Issue 16 - Article 12

EU Coherence in Trade, Conflict Management and Common Foreign and Security Policy

December 5, 2012
Henri-Bernard Solignac Lecomte, Kathleen van Hove, Jean Bossuyt, ECDPM, Maastricht, Holland
9 min read

Since the conclusion of the Maastricht Treaty, coherence of EU action has become a fundamental principle which is expected to guide all European policies that affect developing countries. Coherence has become a priority for development-minded actors such as NGOs, who are scrutinising EU policies to make sure that development priorities are not compromised. The main political battlefield has been the EU’s Common Agricultural Policy (CAP), where inconsistencies with development aims have been widely documented and exposed.
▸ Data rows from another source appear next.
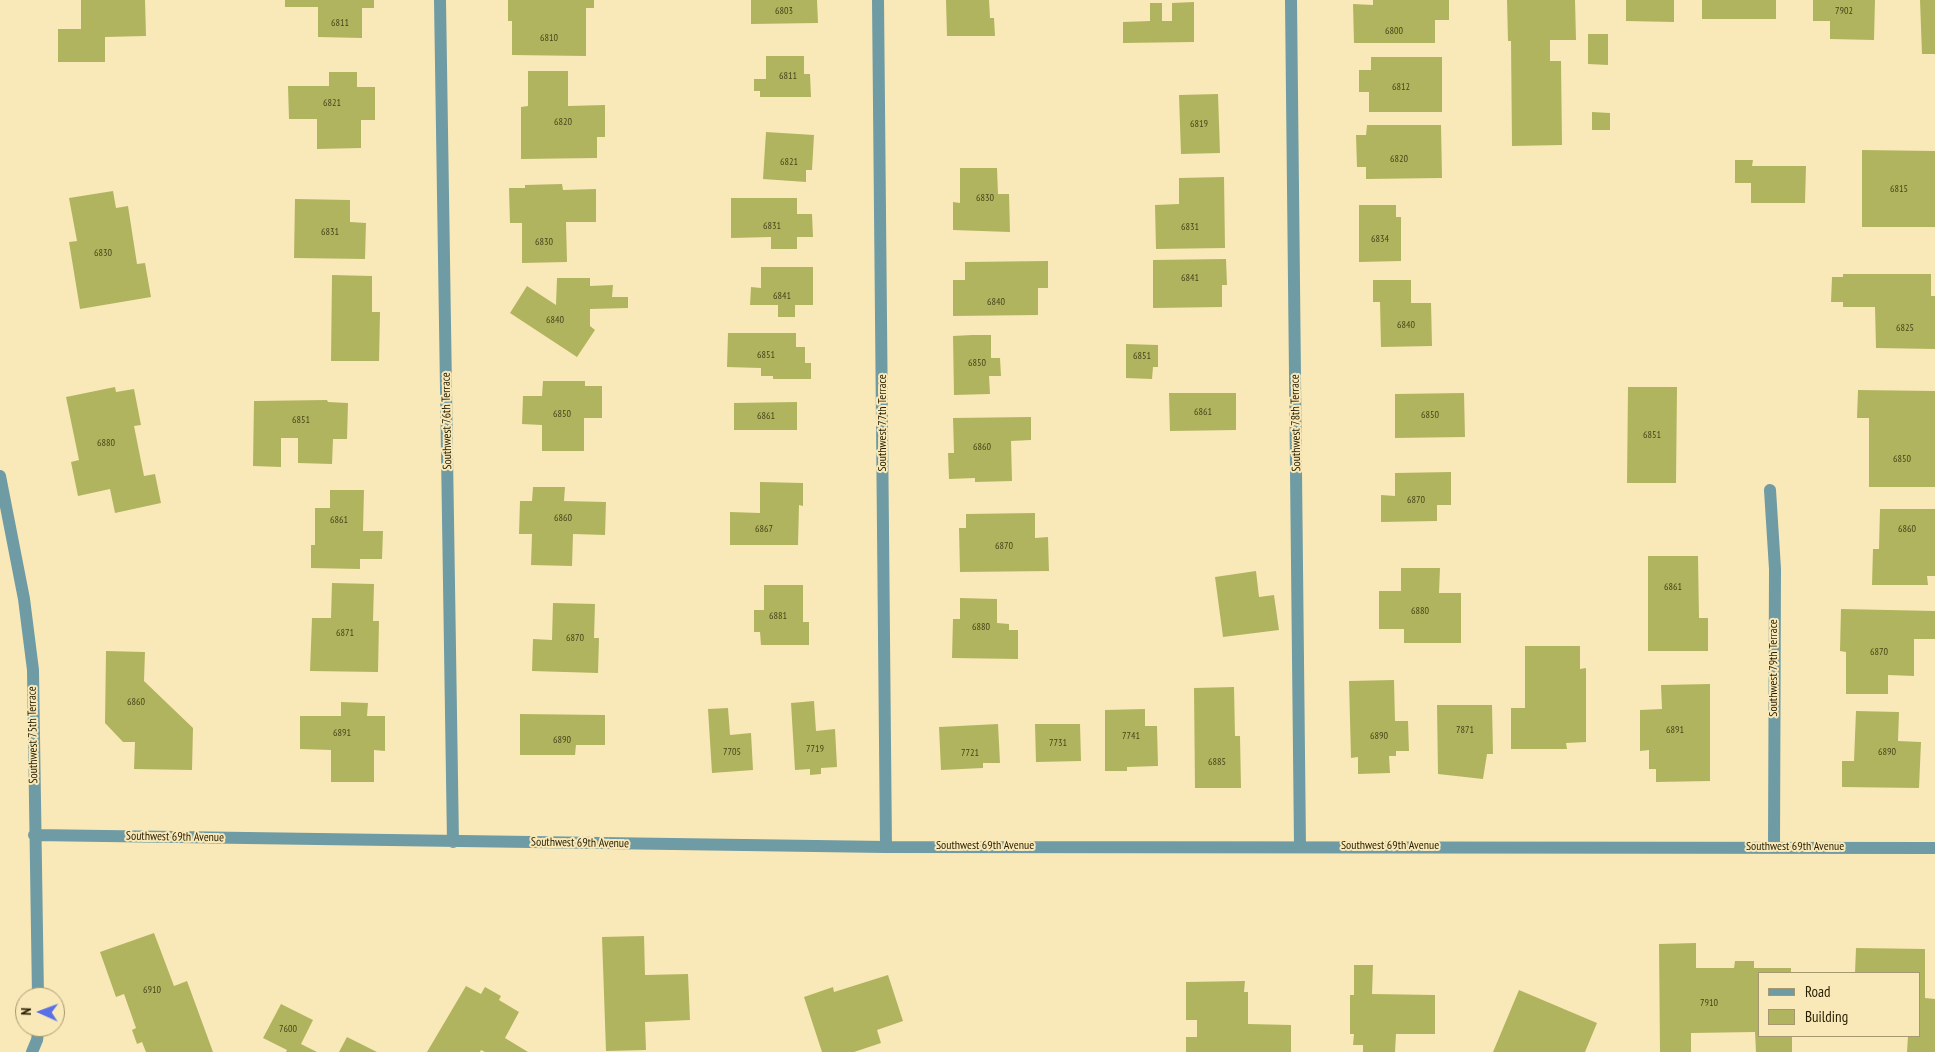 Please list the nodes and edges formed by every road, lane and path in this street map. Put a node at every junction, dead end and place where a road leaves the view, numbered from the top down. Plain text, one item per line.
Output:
1 (440, 0) edge
2 (878, 0) edge
3 (1291, 0) edge
4 (0, 476) edge
5 (1770, 490) dead end
6 (34, 835) junction
7 (453, 842) junction
8 (1300, 846) junction
9 (1774, 846) junction
10 (886, 847) junction
11 (1935, 848) edge
12 (38, 987) edge
13 (37, 1037) edge
14 (32, 1052) edge

1 - 7 street, Southwest 76th Terrace
2 - 10 street, Southwest 77th Terrace
3 - 8 street, Southwest 78th Terrace
4 - 6 street, Southwest 75th Terrace
5 - 9 street, Southwest 79th Terrace
6 - 7 street, Southwest 69th Avenue
6 - 12 street, Southwest 75th Terrace
7 - 10 street, Southwest 69th Avenue
8 - 9 street, Southwest 69th Avenue
8 - 10 street, Southwest 69th Avenue
9 - 11 street, Southwest 69th Avenue
13 - 14 street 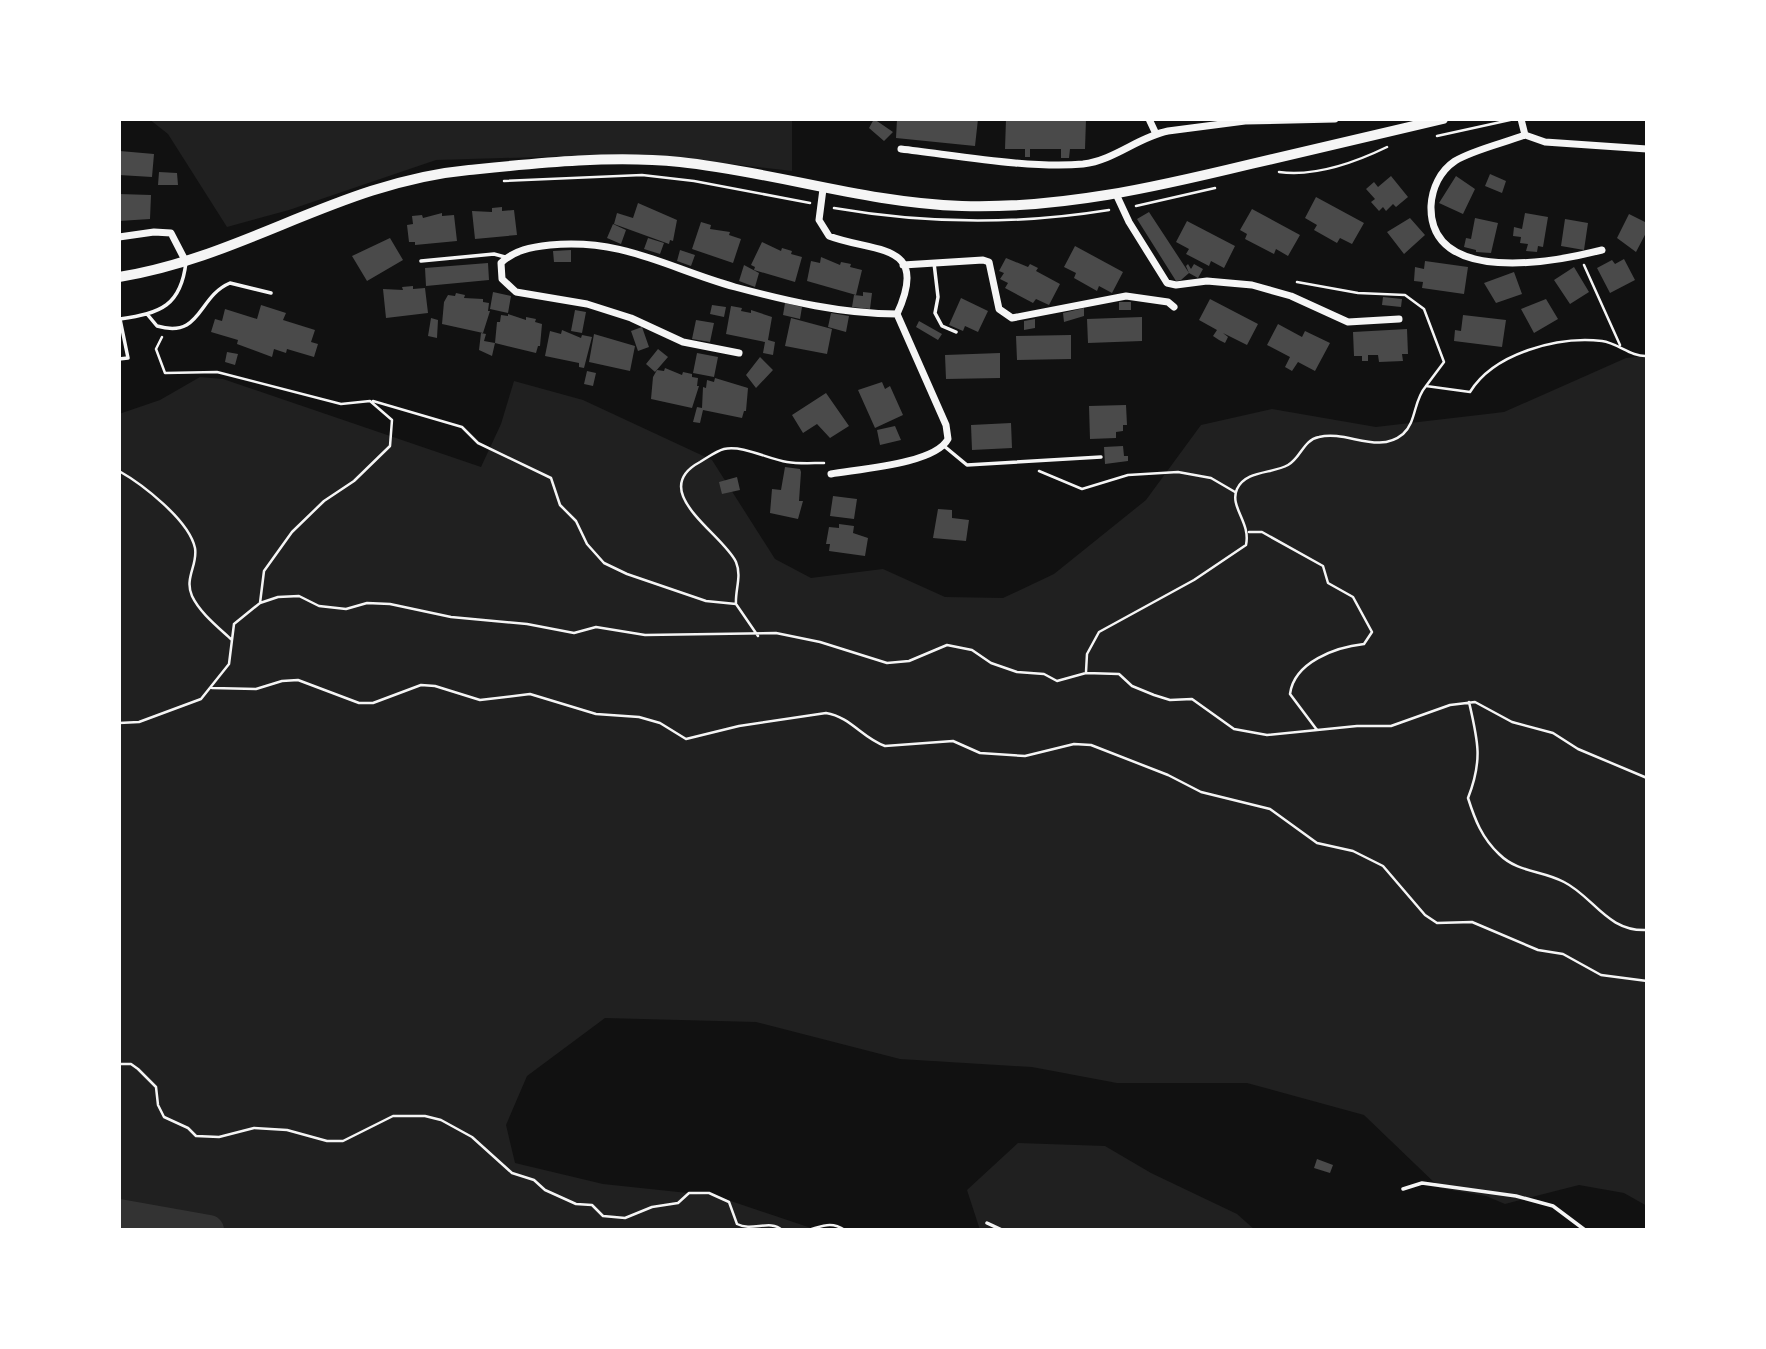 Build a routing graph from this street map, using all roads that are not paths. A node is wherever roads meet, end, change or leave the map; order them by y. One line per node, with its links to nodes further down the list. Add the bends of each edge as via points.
1 (1149, 119): 6 (street)
2 (1335, 119): 6 (street, via 1245,121)
3 (1444, 119): 5 (main road)
4 (1521, 119): 7 (street)
5 (1404, 123): 11 (main road)
6 (1156, 134): 8 (street, via 1084,164)
7 (1525, 135): 9 (street, via 1545,142); 13 (street, via 1464,156 1445,170 1432,199 1434,225 1447,246 1469,258 1527,262)
8 (901, 149)
9 (1647, 149)
10 (823, 190): 11 (main road, via 965,206); 16 (main road, via 669,161 613,160 451,172 364,191); 18 (street, via 819,220 829,236 882,248)
11 (1115, 194): 25 (street, via 1167,283 1252,285 1291,296 1348,322)
12 (119, 237): 16 (street, via 171,233)
13 (1602, 250)
14 (507, 257): 15 (lane, via 494,254); 23 (street, via 554,245 615,247 736,287 842,311); 27 (street, via 499,272 516,292 587,304 683,342)
15 (421, 261)
16 (186, 262): 19 (main road); 22 (lane, via 175,301)
17 (934, 263): 18 (street); 21 (street, via 989,262 999,309 1012,318 1126,296 1168,302); 26 (lane, via 938,297 934,313 942,326)
18 (903, 265): 23 (street, via 907,288)
19 (119, 277)
20 (271, 293): 22 (lane, via 230,283 210,296 192,324 166,329)
21 (1174, 307)
22 (147, 314): 24 (lane)
23 (897, 314): 29 (street, via 946,425)
24 (120, 319): 28 (lane, via 128,358)
25 (1399, 319)
26 (956, 332)
27 (739, 353)
28 (119, 359)
29 (944, 446): 30 (lane, via 967,465); 31 (street, via 921,457)
30 (1101, 457)
31 (831, 474)
32 (1403, 1189): 35 (lane, via 1422,1184 1517,1196 1553,1206)
33 (987, 1223): 34 (lane)
34 (1002, 1230)
35 (1585, 1230)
Other policy areas, by contrast, have attracted much less attention. A case in point is the coherence in EU policy between trade, conflict management, and the common foreign and security policy. In recent years, a growing number of poor developing countries and populations have become trapped in conflicts with major detrimental effects on development. The EU has sought to respond to these complex political emergencies with traditional means, (eg, humanitarian aid) and with new policies and instruments (eg, conflict prevention, political dialogue, etc). Yet recent experiences suggest that the EU’s involvement in conflict management raises thorny issues of coherence that deserve to be charted, documented and debated.

Conflict Management

When looking at trade from the perspective of conflict management, it is striking to see how multi-dimensional the impact of trade can be. First, trade, economic liberalisation and related adjustment policies are generally assumed to be the driving forces behind development and key instruments to foster the integration of the ACP countries in the global economy. Yet what about the relationship between economic liberalisation and political stability? Are EU trade policies towards ACP countries consistent with the need to eradicate poverty or to prevent increased marginalisation and exclusion of people in ACP societies – factors that contribute heavily to conflict? Second, EU efforts to promote regional integration are seen as a potentially very important tool to prevent conflict (with the EU’s own economic integration process serving as an example). Third, trade can help trigger conflicts, for instance when the benefits from trade in natural resources on the international markets (eg, oil in the Niger Delta) are siphoned off by central governments and foreign firms to the exclusion of local communities (see earlier articles on Angola and Sierra Leone). Fourth, the lucrative North–South trade in arms is a well known factor that fuels conflict in many countries and a major case of inconsistent policy at EU level. Fifth, the (illegal) trade in natural resources (eg, diamonds in Angola and the DRC) generates new resources for fighting parties to buy weapons and maintain their armies. Moreover, since conflict allows for such rents to be captured by war-waging factions, it provides an incentive to maintain the conflict situation. Sixth, trade can be used to stop conflicts through the much debated instrument of trade sanctions.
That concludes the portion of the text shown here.